Gerhard Schröder spricht im Interview mit dem Wochenmagazin Stern über die Nato-Präsenz im Baltikum sowie den Anschluss der Halbinsel Krim an Russland. Zuvor hatte der SPD-Altkanzler durch eine Nominierung als Chef des Aufsichtsrats beim russischen Energiekonzern Rosneft für Schlagzeilen gesorgt.

Der frühere Bundeskanzler kritisierte die Präsenz der Bundeswehr im Baltikum. Sie sei „ein vollkommen falsches Signal, wenn deutsche Soldaten an der russischen Grenze stationiert sind, weil dies ein Gespür für unsere gemeinsame Geschichte vermissen lässt“, erklärte Schröder.

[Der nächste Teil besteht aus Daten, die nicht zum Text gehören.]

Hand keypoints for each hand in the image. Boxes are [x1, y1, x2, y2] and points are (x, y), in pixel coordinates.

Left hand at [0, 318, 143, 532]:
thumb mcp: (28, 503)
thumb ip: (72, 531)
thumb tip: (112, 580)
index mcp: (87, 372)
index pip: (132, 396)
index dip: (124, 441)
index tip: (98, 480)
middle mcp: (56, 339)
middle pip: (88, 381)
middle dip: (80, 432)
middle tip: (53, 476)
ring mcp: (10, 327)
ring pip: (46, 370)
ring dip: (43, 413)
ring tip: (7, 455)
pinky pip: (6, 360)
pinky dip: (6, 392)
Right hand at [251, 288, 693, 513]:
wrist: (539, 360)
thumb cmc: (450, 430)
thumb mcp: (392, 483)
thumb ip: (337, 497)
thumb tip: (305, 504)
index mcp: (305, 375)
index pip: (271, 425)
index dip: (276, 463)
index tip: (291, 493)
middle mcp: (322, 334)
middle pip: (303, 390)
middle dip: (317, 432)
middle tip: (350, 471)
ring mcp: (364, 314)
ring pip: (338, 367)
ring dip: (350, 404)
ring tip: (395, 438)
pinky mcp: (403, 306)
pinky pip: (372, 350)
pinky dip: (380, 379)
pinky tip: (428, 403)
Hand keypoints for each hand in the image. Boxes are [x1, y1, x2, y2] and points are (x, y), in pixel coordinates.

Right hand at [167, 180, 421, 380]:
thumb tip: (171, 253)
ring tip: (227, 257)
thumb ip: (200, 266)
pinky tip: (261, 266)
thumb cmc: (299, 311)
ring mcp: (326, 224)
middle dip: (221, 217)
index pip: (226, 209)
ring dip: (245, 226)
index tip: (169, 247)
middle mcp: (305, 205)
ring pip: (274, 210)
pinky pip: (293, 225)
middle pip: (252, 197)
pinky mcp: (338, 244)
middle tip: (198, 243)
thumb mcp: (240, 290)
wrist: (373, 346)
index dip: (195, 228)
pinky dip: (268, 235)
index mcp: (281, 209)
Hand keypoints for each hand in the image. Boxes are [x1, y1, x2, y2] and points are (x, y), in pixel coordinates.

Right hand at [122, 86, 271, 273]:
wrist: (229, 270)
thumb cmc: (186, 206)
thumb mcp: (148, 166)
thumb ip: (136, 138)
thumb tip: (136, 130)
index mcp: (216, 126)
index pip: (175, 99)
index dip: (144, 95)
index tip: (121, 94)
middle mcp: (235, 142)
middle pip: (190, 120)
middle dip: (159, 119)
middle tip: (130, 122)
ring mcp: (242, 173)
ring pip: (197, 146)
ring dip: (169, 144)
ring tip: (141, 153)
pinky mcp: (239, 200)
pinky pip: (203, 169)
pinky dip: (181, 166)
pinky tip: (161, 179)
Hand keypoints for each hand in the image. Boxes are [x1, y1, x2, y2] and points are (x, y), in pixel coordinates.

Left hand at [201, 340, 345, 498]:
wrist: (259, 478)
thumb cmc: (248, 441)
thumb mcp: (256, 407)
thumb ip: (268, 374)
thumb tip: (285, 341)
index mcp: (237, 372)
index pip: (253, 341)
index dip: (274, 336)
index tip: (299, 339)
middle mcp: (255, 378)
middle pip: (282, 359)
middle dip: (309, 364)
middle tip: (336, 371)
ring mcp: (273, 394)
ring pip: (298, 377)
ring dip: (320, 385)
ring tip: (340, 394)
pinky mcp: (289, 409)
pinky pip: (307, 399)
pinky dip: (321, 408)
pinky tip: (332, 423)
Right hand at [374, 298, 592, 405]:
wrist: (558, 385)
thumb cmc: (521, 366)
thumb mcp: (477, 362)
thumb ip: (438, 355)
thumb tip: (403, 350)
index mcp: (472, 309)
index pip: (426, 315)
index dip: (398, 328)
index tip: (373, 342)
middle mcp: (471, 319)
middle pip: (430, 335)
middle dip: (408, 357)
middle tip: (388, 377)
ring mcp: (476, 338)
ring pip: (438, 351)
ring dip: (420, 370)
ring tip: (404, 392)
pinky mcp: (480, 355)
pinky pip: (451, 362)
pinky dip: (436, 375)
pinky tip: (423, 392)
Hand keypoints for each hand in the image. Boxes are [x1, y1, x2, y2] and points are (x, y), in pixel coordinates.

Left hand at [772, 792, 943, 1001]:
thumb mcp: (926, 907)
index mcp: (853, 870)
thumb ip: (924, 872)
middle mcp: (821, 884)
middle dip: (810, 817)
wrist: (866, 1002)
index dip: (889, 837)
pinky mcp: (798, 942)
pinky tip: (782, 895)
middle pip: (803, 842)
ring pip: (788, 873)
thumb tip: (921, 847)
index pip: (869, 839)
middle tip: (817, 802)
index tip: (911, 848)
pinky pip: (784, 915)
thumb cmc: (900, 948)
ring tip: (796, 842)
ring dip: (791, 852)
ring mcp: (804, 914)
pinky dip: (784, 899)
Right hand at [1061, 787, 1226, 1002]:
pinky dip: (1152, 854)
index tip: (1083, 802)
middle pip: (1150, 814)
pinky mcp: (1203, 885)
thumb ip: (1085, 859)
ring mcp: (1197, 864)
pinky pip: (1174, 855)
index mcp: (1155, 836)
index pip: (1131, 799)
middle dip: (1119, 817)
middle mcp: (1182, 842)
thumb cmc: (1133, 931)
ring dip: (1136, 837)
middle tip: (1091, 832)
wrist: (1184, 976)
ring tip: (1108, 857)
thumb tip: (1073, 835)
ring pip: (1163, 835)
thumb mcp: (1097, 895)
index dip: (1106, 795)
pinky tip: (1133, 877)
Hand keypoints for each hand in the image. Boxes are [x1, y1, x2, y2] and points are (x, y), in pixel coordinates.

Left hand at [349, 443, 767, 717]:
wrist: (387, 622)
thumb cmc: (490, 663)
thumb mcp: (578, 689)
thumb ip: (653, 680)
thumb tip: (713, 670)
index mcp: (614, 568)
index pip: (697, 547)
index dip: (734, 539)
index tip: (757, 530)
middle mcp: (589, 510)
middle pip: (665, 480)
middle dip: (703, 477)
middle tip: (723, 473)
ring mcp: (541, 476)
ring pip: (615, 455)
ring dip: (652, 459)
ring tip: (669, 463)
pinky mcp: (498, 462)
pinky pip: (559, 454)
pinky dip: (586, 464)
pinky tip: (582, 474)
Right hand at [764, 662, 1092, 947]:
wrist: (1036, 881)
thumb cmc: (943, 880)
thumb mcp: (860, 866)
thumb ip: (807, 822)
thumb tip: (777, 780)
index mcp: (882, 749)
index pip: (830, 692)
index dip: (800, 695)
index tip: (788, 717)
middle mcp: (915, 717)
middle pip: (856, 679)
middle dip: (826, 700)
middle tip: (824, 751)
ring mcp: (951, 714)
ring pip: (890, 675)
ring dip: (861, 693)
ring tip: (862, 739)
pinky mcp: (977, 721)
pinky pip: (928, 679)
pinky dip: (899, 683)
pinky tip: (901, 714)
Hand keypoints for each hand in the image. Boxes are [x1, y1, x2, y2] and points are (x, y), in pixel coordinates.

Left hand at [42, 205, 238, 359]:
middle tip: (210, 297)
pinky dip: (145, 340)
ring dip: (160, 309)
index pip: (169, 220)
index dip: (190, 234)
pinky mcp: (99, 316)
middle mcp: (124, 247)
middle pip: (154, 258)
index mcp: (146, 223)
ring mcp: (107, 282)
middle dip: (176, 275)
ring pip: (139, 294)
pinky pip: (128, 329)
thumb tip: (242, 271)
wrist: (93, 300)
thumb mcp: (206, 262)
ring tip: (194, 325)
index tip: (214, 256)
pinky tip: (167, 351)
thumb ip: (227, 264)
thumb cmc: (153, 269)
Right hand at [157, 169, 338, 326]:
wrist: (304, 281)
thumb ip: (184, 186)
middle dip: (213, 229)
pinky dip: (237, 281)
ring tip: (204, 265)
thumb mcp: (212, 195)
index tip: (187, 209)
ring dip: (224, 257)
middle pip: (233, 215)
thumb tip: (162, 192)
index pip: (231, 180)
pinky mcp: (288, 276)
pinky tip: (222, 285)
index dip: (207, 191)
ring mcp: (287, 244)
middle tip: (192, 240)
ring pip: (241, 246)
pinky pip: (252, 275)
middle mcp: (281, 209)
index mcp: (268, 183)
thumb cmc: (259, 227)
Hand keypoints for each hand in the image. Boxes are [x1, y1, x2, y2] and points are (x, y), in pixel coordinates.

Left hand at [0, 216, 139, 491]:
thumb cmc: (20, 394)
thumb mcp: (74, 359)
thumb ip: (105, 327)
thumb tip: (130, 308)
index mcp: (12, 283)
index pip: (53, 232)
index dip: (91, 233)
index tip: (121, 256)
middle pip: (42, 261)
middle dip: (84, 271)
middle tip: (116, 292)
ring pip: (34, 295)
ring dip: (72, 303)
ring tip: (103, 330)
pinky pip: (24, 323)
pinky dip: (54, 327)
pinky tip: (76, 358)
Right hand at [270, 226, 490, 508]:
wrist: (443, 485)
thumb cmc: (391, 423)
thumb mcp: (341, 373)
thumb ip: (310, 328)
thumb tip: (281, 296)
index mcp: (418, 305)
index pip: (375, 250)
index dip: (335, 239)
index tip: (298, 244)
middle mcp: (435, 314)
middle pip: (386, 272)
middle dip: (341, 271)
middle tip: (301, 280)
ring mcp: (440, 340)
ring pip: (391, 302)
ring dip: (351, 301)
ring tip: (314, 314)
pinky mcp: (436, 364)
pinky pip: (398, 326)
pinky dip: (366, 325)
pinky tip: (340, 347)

Zum Hintergrund: Im Rahmen des Nato-Abschreckungsmanövers “Enhanced Forward Presence” sind derzeit 450 Bundeswehrsoldaten in Litauen. Außerdem führten russische Streitkräfte bis zum 20. September 2017 das Militärmanöver „Sapad“ in Russland und Belarus durch. Dabei soll es zu einem Zwischenfall gekommen sein. Nach Angaben des oppositionellen TV-Kanals Doschd soll ein Helikopter versehentlich auf einen Parkplatz geschossen haben.

Der wegen seines Rosneft-Engagements in Kritik geratene Altkanzler sagte zudem, dass er den „inzwischen negativ besetzten“ Begriff „Putin-Versteher“ für „gefährlich“ halte. Ihm zufolge sei es notwendig, sich mit seinem Gegenüber auseinanderzusetzen: „Natürlich muss man Russland und seinen Präsidenten verstehen wollen.“

Deutsche Ostpolitik

Ebenfalls äußerte sich Schröder über den Krim-Anschluss an die Russische Föderation. „Aufgrund unserer gemeinsamen Geschichte sind viele Russen von der deutschen Haltung, insbesondere von der Sanktionspolitik enttäuscht“, sagte er.

Zudem höre er in Gesprächen immer wieder: „Wir haben Deutschland doch bei der Wiedervereinigung geholfen.“ Die Halbinsel Krim sei seit dem 18. Jahrhundert ein Teil Russlands gewesen. Dazu erklärte Schröder: „Ich prophezeie, dass es keinen russischen Präsidenten geben wird, der die Krim wieder aus Russland ausgliedern wird.“

Zum Thema Ostpolitik sagte er, dass „die Erfolge Willy Brandts“ nichts aufs Spiel gesetzt werden dürfen. Deutschland sollte sich dabei insbesondere nicht „an den Interessen der USA“ orientieren. Ihm zufolge seien die Vereinigten Staaten, anders als Europa, nicht an einem starken Russland interessiert. Zudem betonte Schröder seine Freundschaft mit dem russischen Präsidenten Wladimir Putin.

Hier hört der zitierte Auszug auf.